▶ _Dataset_:
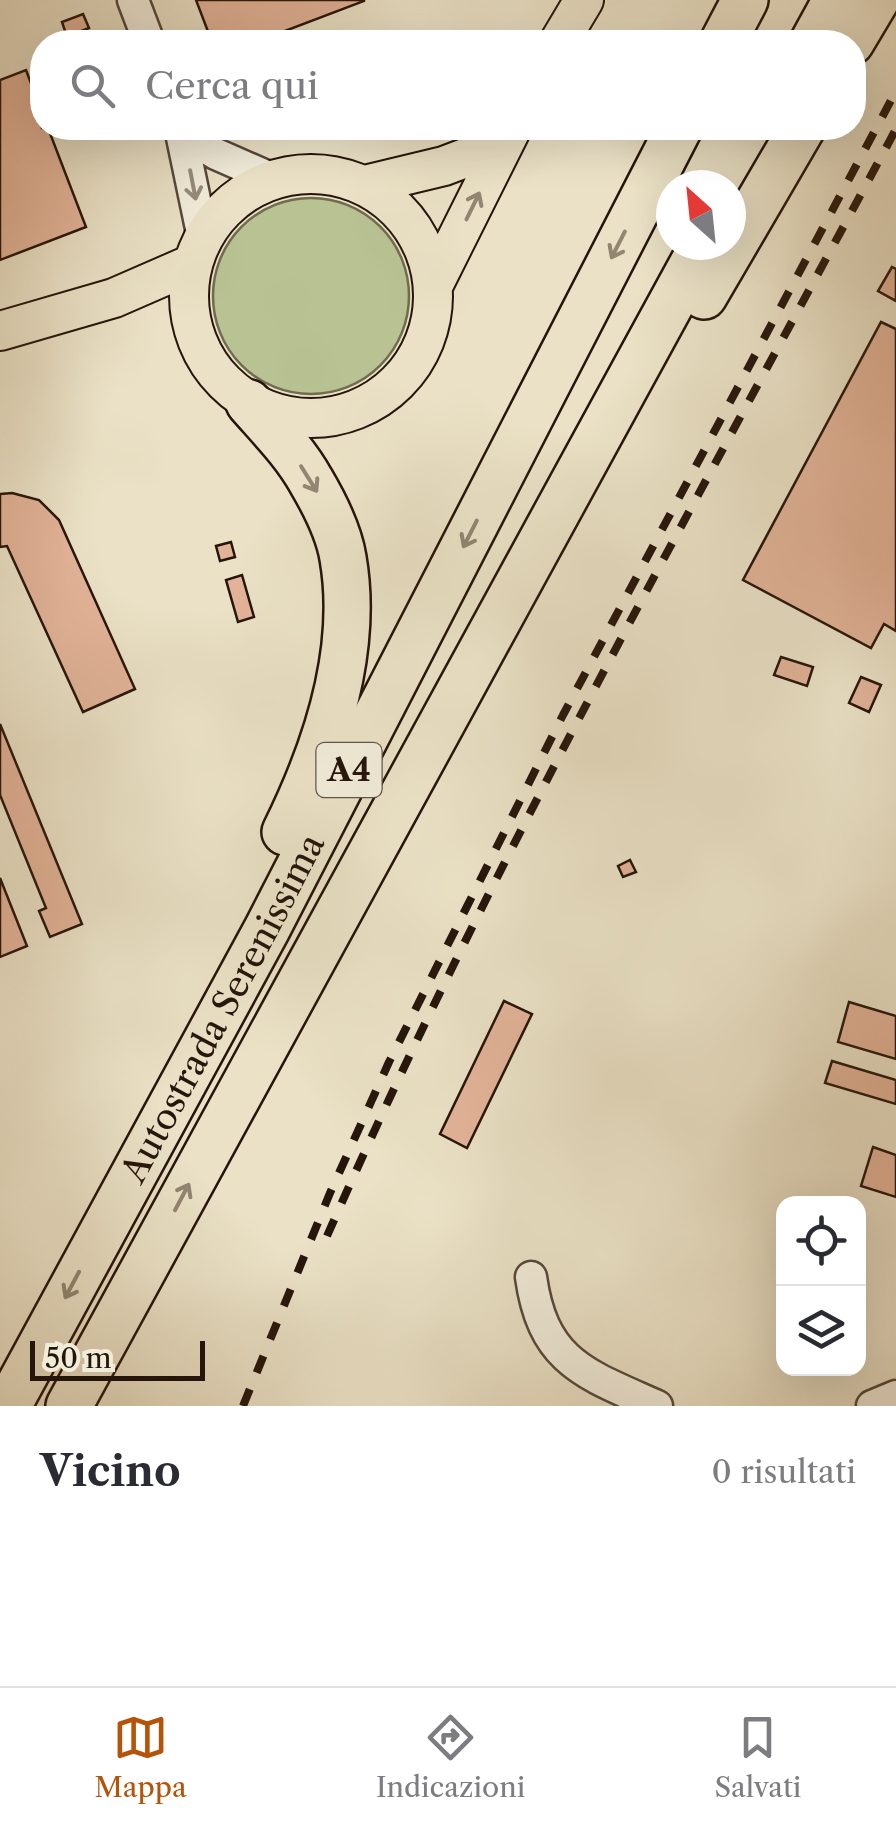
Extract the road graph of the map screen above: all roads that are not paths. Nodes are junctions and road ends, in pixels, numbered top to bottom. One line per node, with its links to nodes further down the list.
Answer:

==

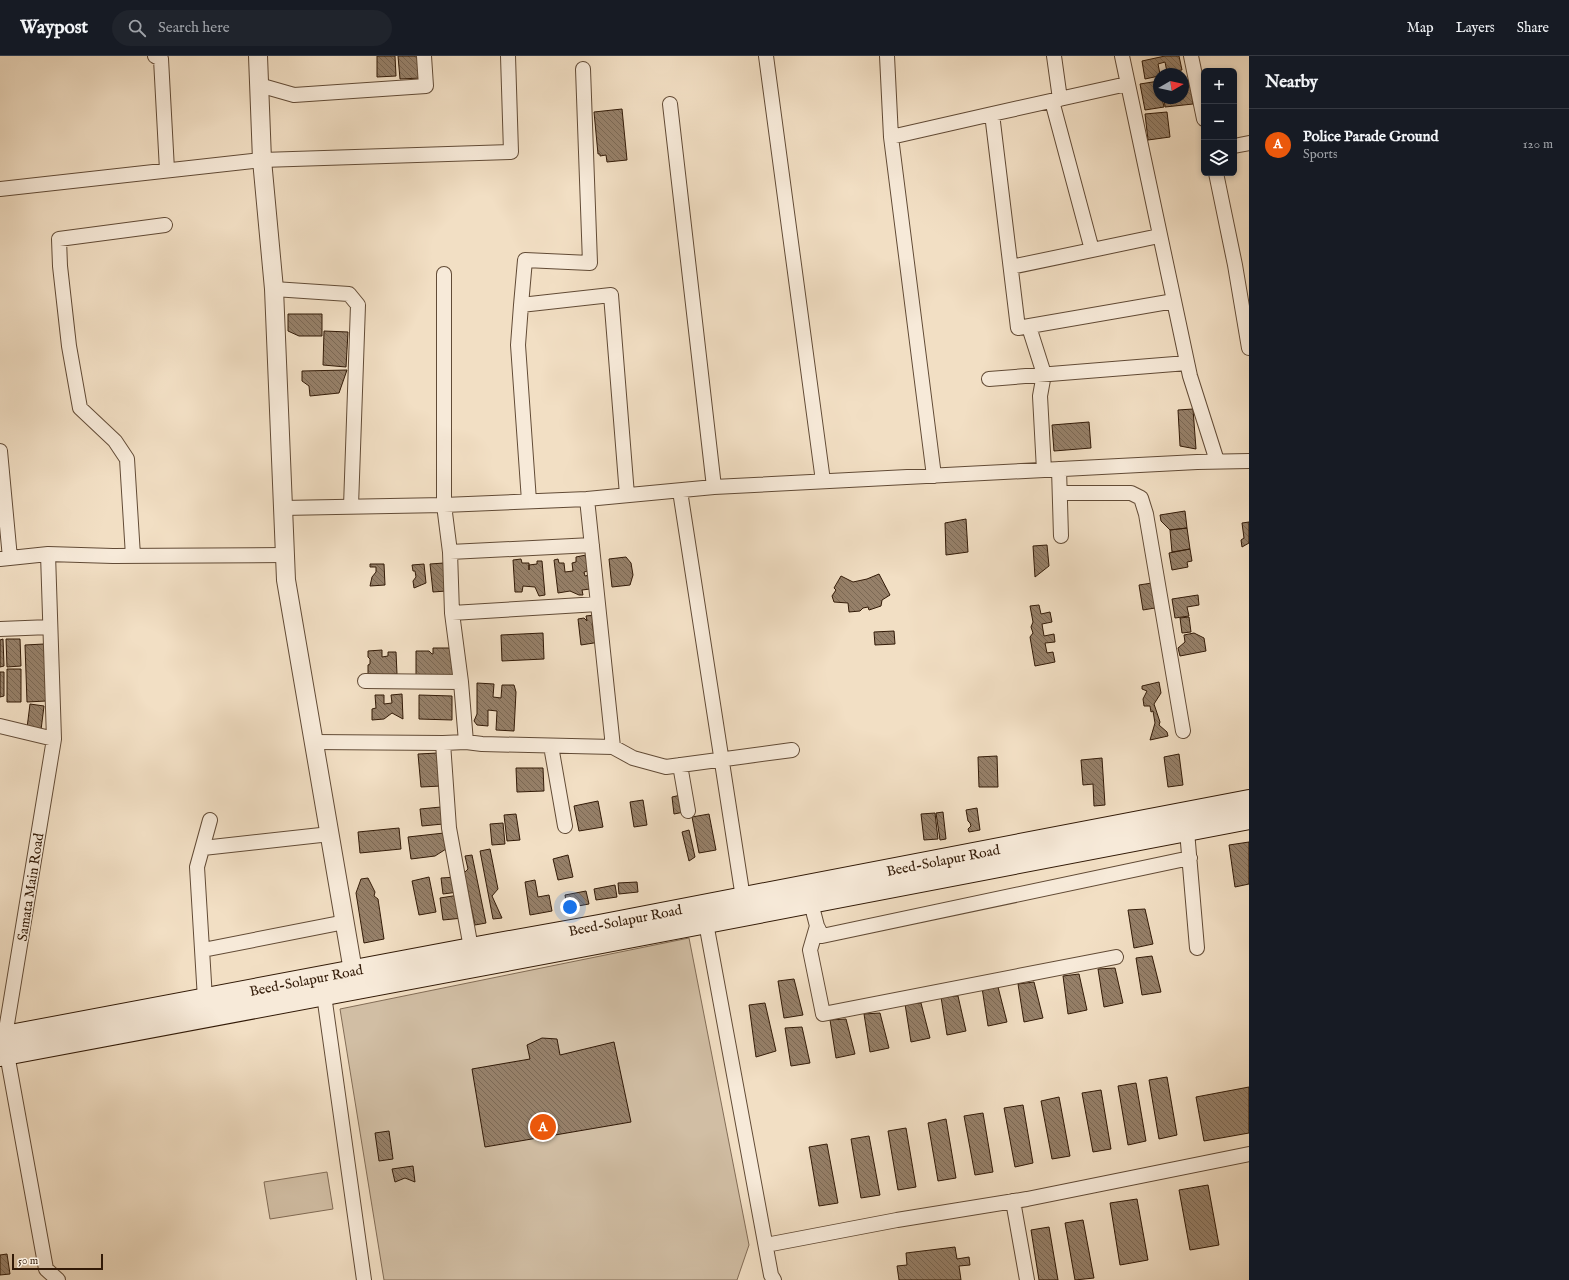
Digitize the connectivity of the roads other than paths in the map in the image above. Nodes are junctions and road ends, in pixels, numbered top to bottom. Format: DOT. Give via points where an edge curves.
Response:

▶ _Problem description_:
Go through the material and copy each line that contains "Nodes".

▶ _Exercise solution_:
Extract the road graph of the map screen above: all roads that are not paths. Nodes are junctions and road ends, in pixels, numbered top to bottom. One line per node, with its links to nodes further down the list.
Digitize the connectivity of the roads other than paths in the map in the image above. Nodes are junctions and road ends, in pixels, numbered top to bottom. Format: DOT. Give via points where an edge curves.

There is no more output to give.